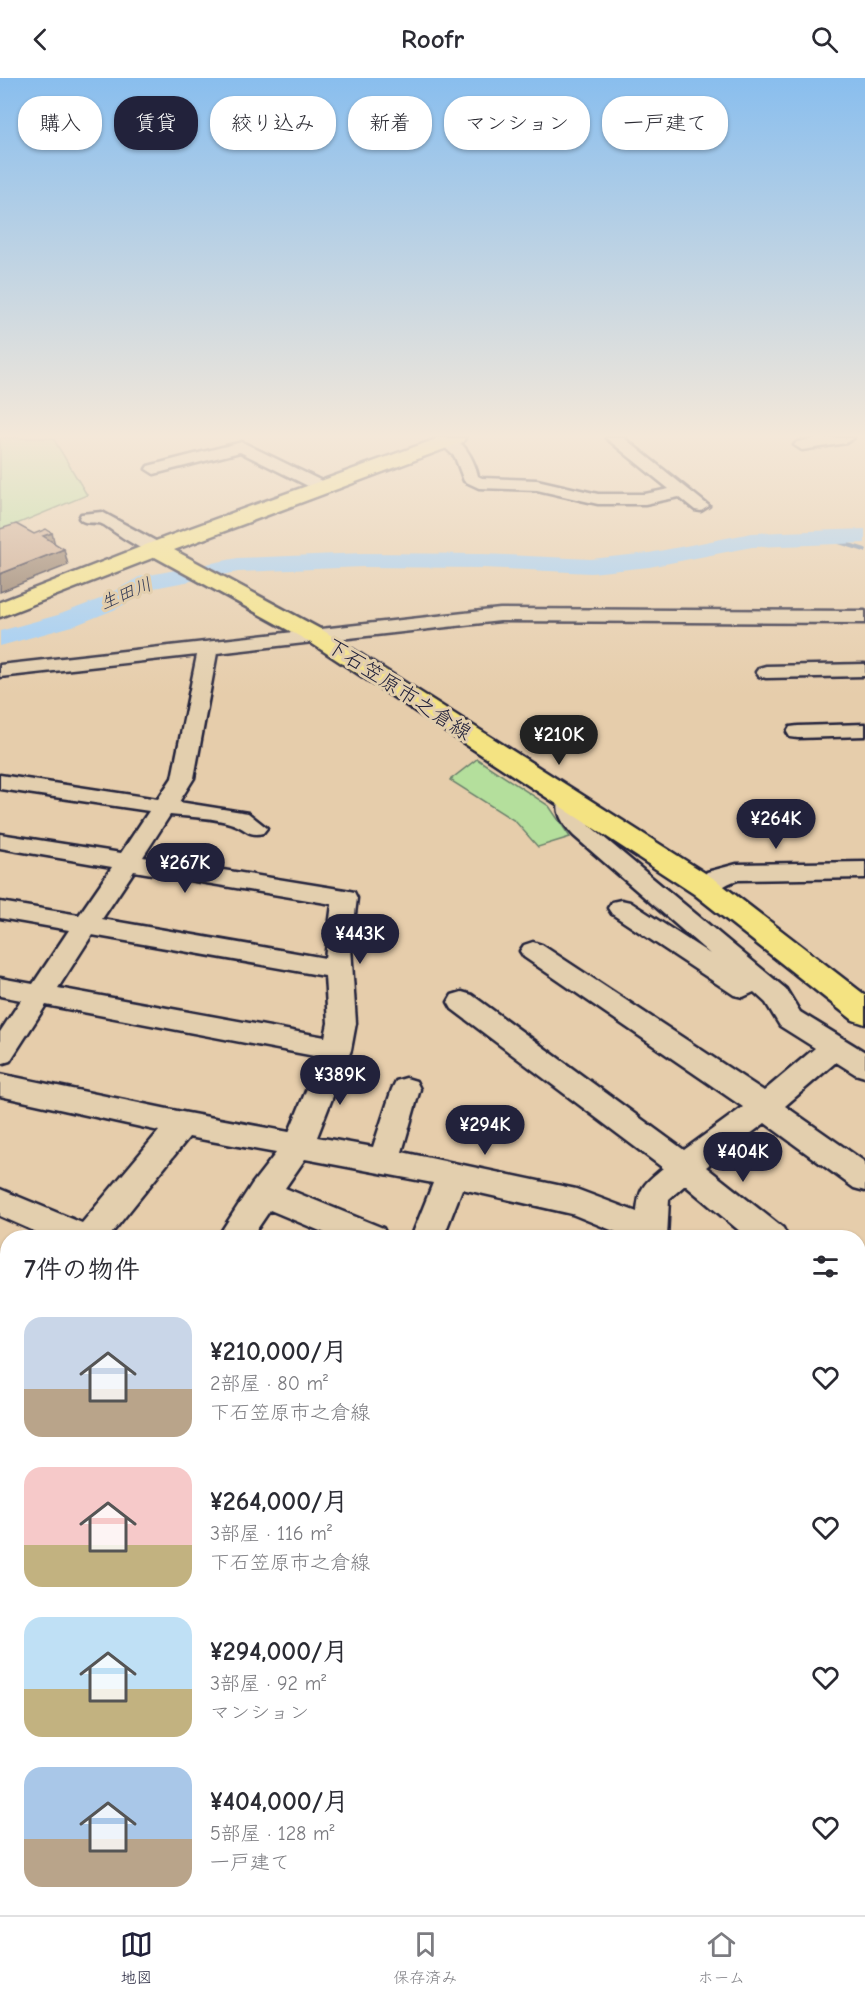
<!DOCTYPE html>
<html lang="ja">
<meta charset="utf-8">
<style>
:root{--surface:#fff;--page:#f7f7f7;--text:#2b2b33;--muted:#7c7c81;--line:#e1e1e2;--accent:#22223b}
body{margin:0;font-family:"Comic Neue","Klee One",sans-serif;background:var(--page);color:var(--text);height:100vh;display:flex;flex-direction:column;font-size:22px;white-space:nowrap}
*{box-sizing:border-box;margin:0}
p{font-size:20px;color:var(--muted)}
.icon{flex:none;width:33px;height:33px;fill:none;stroke:currentColor;stroke-width:2;stroke-linecap:round;stroke-linejoin:round}
.map{position:relative;flex:1;overflow:hidden}
.side{position:absolute;left:0px;top:1152px;width:866px;height:686px;display:flex;flex-direction:column;background:var(--surface);border-radius:24px 24px 0 0;box-shadow:0 2px 4px #0004}
.side>*{flex:none}
.top-card{position:absolute;left:18px;top:18px;width:830px;height:54px;display:flex;gap:12px}
.price{position:absolute;translate:-50% -51px;padding:0 14px;border-radius:21px;background:var(--accent);color:#fff;font-size:20px;line-height:39px;filter:drop-shadow(0 2px 3px #0008)}
.price::after{content:'';position:absolute;left:50%;top:36px;width:18px;height:14px;margin-left:-9px;background:inherit;clip-path:polygon(0 0,100% 0,50% 100%)}
.price.active{background:#222;color:#fff}
ul{padding:0;list-style:none}
li{display:flex;align-items:center;gap:18px;height:150px;padding:0 24px}
li span{display:grid;place-items:center;flex:none;width:168px;height:120px;border-radius:18px;color:#555}
li>.icon{margin-inline-start:auto}
span .icon{width:72px;height:72px;fill:#fffc;stroke-width:1}
li b{font-size:26px}
h2{display:flex;justify-content:space-between;align-items:center;height:72px;padding:0 24px;font-size:26px}
.chip{padding:0 21px;border-radius:24px;background:var(--surface);box-shadow:0 2px 4px #0004;font-size:21px;line-height:54px}
.chip.active{background:var(--accent);color:#fff}
header{display:flex;justify-content:space-between;align-items:center;height:78px;padding:0 24px;background:var(--surface);font-size:27px;font-weight:800}
.tab-bar{display:flex;justify-content:space-around;align-items:center;height:84px;border-top:2px solid var(--line);background:var(--surface);font-size:16px;color:var(--muted)}
.tab-bar a{display:grid;justify-items:center;gap:3px}
.tab-bar .active{color:var(--accent)}
.map>svg:first-child{display:block}
</style>
<header><svg class="icon" aria-label="back" viewBox="0 0 24 24"><path d="M15 5l-7 7 7 7"/></svg>Roofr<svg class="icon" aria-label="search" viewBox="0 0 24 24"><circle cx="10" cy="10" r="6"/><path d="M15 15l6 6"/></svg></header>
<div class="map">
<svg width="865" height="1837" viewBox="0 0 865 1837">
<rect width="100%" height="100%" fill="#e6cdab"/>
<filter id="ink" filterUnits="userSpaceOnUse"><feTurbulence type="fractalNoise" baseFrequency=".0167" numOctaves="2"/><feDisplacementMap in="SourceGraphic" scale="12" xChannelSelector="R" yChannelSelector="G"/><feConvolveMatrix kernelMatrix="1 2 1 2 8 2 1 2 1" color-interpolation-filters="sRGB"/></filter>
<g filter="url(#ink)">
<path fill="#b4df9c" stroke="#6b806c" stroke-width="1.5" d="M0 360H53L87 417 0 453Z
M477 681 549 728 570 759 538 769 515 743 450 702Z"/>
<g fill="none" stroke-linecap="round" stroke-linejoin="round">
<path stroke="#6b88ac" stroke-width="4" d="M820 458 865 472"/>
<path fill="#9bccf7" fill-rule="evenodd" d="M865 451V465L752 469 649 489 591 495 483 490 363 489 238 494 154 510 116 531 76 547 0 568V553L58 537 100 521 139 499 238 480 363 475 483 476 591 481 649 475 752 455Z"/>
<g stroke="#22223b" stroke-width="5">
<path id="minor" d="M435 360C441 360 450 359 455 361 467 368 475 385 478 398L482 400 537 402 598 416H645L669 411 606 360H624L709 428 701 433 695 432 679 419 645 426H598L537 412 479 410 464 403 455 379Z
M817 360H854L846 365 802 372 794 367 797 364Z
M242 364 330 407 332 410 324 415 318 413 240 374 154 396 146 391 148 388Z
M102 434 163 467 166 471 163 475C148 479 118 456 104 447 96 442 85 448 79 440L81 436Z
M500 531 865 533V545L500 543 217 575 194 700 179 724 248 735 267 750 263 755C249 759 245 750 233 746 214 739 190 739 170 737L143 779 345 812 354 814 357 820 351 869 356 945 351 972 317 1059 373 1069 392 1011 396 1003 406 1000 416 1003 420 1011 402 1074 576 1111 637 1134C639 1109 644 1106 663 1090L452 931 448 924 452 917 462 914 472 917 684 1072 743 1029 524 879 520 873 524 867 533 864 542 867 764 1013 815 970 780 948 766 925 754 914 743 919 734 917 612 836 608 830 612 824 621 822 630 824 710 876 574 758C564 747 552 732 562 717L570 715 578 717C585 728 580 736 590 748L786 911 800 934 865 974V999L855 996 836 984 785 1028 865 1084V1113L854 1110 765 1045 706 1089 783 1150 788 1160H748L685 1107 669 1121 667 1160H631L572 1136 462 1111 443 1160H411L433 1105 305 1081 285 1110 383 1150 388 1160H337L270 1132 251 1160H217L252 1106 276 1075 189 1059 108 1160H50L0 1138V1111L82 1145 159 1053 0 1018V996L182 1034 289 1054 320 979 46 927 10 983 0 986V954L21 922 0 918V900L33 906 69 852 0 840V824L79 837 112 789 0 770V756L121 775 149 733 0 711V697L158 721 172 700 197 577 0 599V587ZM134 793 332 826 325 880 102 841ZM92 857 325 898 328 945 325 959 58 910Z
M865 586V598L766 600 759 598 756 594 759 590 766 588Z
M865 646V658L798 660 790 659 787 654 790 649 798 648Z
M865 784V800L738 802C722 806 713 819 696 815L693 809 707 794 737 786Z
M858 1212 865 1215V1247L858 1244Z
M0 1226 8 1229V1260L0 1257Z
M0 1362 8 1365V1402L0 1399Z
M858 1424 865 1427V1466L858 1463Z
M8 1472V1518L0 1521V1475Z
M0 1526 8 1529V1570L0 1567Z
M858 1545 865 1548V1589L858 1586Z
M865 1621V1693L858 1696V1624Z
M8 1758V1813L0 1816V1761Z
M22 1830H76L79 1837H25Z
M492 1830H548L551 1837H495Z
M802 1830H848L846 1837H800Z"/>
</g>
<g stroke="#22223b" stroke-width="5">
<path id="major" d="M439 360H465L463 364 174 472 324 553 716 802 865 917V946L853 942 694 816 308 563 155 479 0 539V524L166 459Z"/>
</g>
<use href="#minor" fill="#e3cfae" fill-rule="evenodd"/>
<use href="#major" fill="#f4e382" fill-rule="evenodd"/>
</g>
<path fill="#8c7462" stroke="#22223b" stroke-width="1.5" d="M52 455 56 471 43 458Z
M64 471 68 487 0 514V496Z"/>
<path fill="#c8a58c" stroke="#22223b" stroke-width="1.5" d="M16 446 34 456 46 451 52 455 43 458 64 471 0 496V451Z"/>
</g>
<linearGradient id="sky" x2="0" y2="1"><stop stop-color="#89beee"/><stop offset="0.58" stop-color="#f4e8d9"/><stop offset="1" stop-color="#f4e8d9" stop-opacity="0"/></linearGradient>
<rect width="865" height="617" fill="url(#sky)"/>
<g text-anchor="middle" dominant-baseline="central" stroke-width="6" stroke-linejoin="round" paint-order="stroke">
<g font-size="18" font-style="italic" fill="#343c57" stroke="#e3cfae">
<text transform="translate(126 516) rotate(-23)">生田川</text>
</g>
<g font-size="21" fill="#22223b" stroke="#e3cfae">
<text transform="translate(399 611) rotate(33)">下石笠原市之倉線</text>
</g>
</g>
</svg>
<b class="price active" style="left:559px;top:688px">¥210K</b>
<b class="price" style="left:776px;top:772px">¥264K</b>
<b class="price" style="left:185px;top:816px">¥267K</b>
<b class="price" style="left:360px;top:887px">¥443K</b>
<b class="price" style="left:340px;top:1028px">¥389K</b>
<b class="price" style="left:485px;top:1078px">¥294K</b>
<b class="price" style="left:743px;top:1105px">¥404K</b>
<div class="top-card">
<a class="chip">購入</a>
<a class="chip active">賃貸</a>
<a class="chip">絞り込み</a>
<a class="chip">新着</a>
<a class="chip">マンション</a>
<a class="chip">一戸建て</a>
</div>
<section class="side">
<h2>7件の物件<svg class="icon" aria-label="filters" viewBox="0 0 24 24"><path d="M4 7h16M4 17h16"/><circle cx="9" cy="7" r="2"/><circle cx="15" cy="17" r="2"/></svg></h2>
<ul>
<li><span style="background:linear-gradient(#c9d6e8 60%,#b9a48a 0)"><svg class="icon" aria-label="home" viewBox="0 0 24 24"><path d="M3 11l9-7 9 7M6 9v11h12V9"/></svg></span><div><b>¥210,000/月</b><p>2部屋 · 80 m²</p><p>下石笠原市之倉線</p></div><svg class="icon" aria-label="heart" viewBox="0 0 24 24"><path d="M12 20l-8-8c-3-5 5-10 8-4 3-6 11-1 8 4z"/></svg></li>
<li><span style="background:linear-gradient(#f6c9c9 65%,#c2b280 0)"><svg class="icon" aria-label="home" viewBox="0 0 24 24"><path d="M3 11l9-7 9 7M6 9v11h12V9"/></svg></span><div><b>¥264,000/月</b><p>3部屋 · 116 m²</p><p>下石笠原市之倉線</p></div><svg class="icon" aria-label="heart" viewBox="0 0 24 24"><path d="M12 20l-8-8c-3-5 5-10 8-4 3-6 11-1 8 4z"/></svg></li>
<li><span style="background:linear-gradient(#bfe0f5 60%,#c2b280 0)"><svg class="icon" aria-label="home" viewBox="0 0 24 24"><path d="M3 11l9-7 9 7M6 9v11h12V9"/></svg></span><div><b>¥294,000/月</b><p>3部屋 · 92 m²</p><p>マンション</p></div><svg class="icon" aria-label="heart" viewBox="0 0 24 24"><path d="M12 20l-8-8c-3-5 5-10 8-4 3-6 11-1 8 4z"/></svg></li>
<li><span style="background:linear-gradient(#a9c7e8 60%,#b9a48a 0)"><svg class="icon" aria-label="home" viewBox="0 0 24 24"><path d="M3 11l9-7 9 7M6 9v11h12V9"/></svg></span><div><b>¥404,000/月</b><p>5部屋 · 128 m²</p><p>一戸建て</p></div><svg class="icon" aria-label="heart" viewBox="0 0 24 24"><path d="M12 20l-8-8c-3-5 5-10 8-4 3-6 11-1 8 4z"/></svg></li>
</ul>
</section>
</div>
<nav class="tab-bar">
<a class="active"><svg class="icon" aria-label="map" viewBox="0 0 24 24"><path d="M3 6l6-2 6 2 6-2v14l-6 2-6-2-6 2zM9 4v14M15 6v14"/></svg>地図</a>
<a><svg class="icon" aria-label="saved" viewBox="0 0 24 24"><path d="M7 4h10v16l-5-4-5 4z"/></svg>保存済み</a>
<a><svg class="icon" aria-label="home" viewBox="0 0 24 24"><path d="M3 11l9-7 9 7M6 9v11h12V9"/></svg>ホーム</a>
</nav>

• **Task statement**
Return each line among the entries that holds the word "radius".

• **Completed exercise**
.side{position:absolute;left:0px;top:1152px;width:866px;height:686px;display:flex;flex-direction:column;background:var(--surface);border-radius:24px 24px 0 0;box-shadow:0 2px 4px #0004}
.price{position:absolute;translate:-50% -51px;padding:0 14px;border-radius:21px;background:var(--accent);color:#fff;font-size:20px;line-height:39px;filter:drop-shadow(0 2px 3px #0008)}
li span{display:grid;place-items:center;flex:none;width:168px;height:120px;border-radius:18px;color:#555}
.chip{padding:0 21px;border-radius:24px;background:var(--surface);box-shadow:0 2px 4px #0004;font-size:21px;line-height:54px}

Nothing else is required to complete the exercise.